C’est comme ça que je disparais | Mirion Malle

Dans sa première oeuvre de fiction, l’illustratrice Mirion Malle – créatrice, notamment, de La ligue des super féministes – s’attaque à un sujet ô combien délicat : la dépression. C’est comme ça que je disparais rend compte avec justesse et sensibilité d’une maladie méconnue et, disons-le, tabou.

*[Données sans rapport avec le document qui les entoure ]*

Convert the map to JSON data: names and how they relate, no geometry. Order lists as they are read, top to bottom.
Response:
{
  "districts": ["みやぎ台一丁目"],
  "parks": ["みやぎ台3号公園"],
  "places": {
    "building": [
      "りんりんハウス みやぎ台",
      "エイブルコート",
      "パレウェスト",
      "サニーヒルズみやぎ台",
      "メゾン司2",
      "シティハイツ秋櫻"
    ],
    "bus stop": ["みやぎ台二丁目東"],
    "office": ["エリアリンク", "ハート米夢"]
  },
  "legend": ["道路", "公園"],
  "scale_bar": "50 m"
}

Clara vit à Montréal. Elle travaille dans l’édition et écrit de la poésie. Alors qu’elle essaie d’avancer sur son nouveau recueil, l’inspiration peine à venir. Petit à petit, on comprend qu’elle ressent depuis plusieurs années un profond mal-être, dont on ignore au départ la cause. D’abord latent, ce mal-être va progressivement l’envelopper complètement, jusqu’à l’empêcher de mener une vie normale. Clara perd le goût de tout, le travail, les sorties avec les copines… Comme elle le dit : elle est vide. Les idées noires sont de plus en plus fréquentes, et la douleur est telle que Clara veut disparaître.

On m’a dit un jour que seuls les gens qui ont connu la dépression sont capables d’en parler avec justesse. Mirion Malle le confirme avec C’est comme ça que je disparais. La dépression, elle l’a elle-même vécue. Résultat : tout y est. Le rôle qu’on joue en société pour faire comme si tout allait bien, la peur de déranger, la honte, le malaise, l’incompréhension puis l’absence des proches, la culpabilité de ne pas être capable de rebondir alors qu’on a « tout pour être heureuse », la solitude, l’envie d’en finir.

C’est peut-être aussi parce qu’elle est passée par là que Mirion Malle ne tombe pas dans les clichés habituels qui entourent la dépression. Ici, pas de romantisation du mal-être (la fameuse « mélancolie »), la dépression est décrite telle qu’elle est : laide.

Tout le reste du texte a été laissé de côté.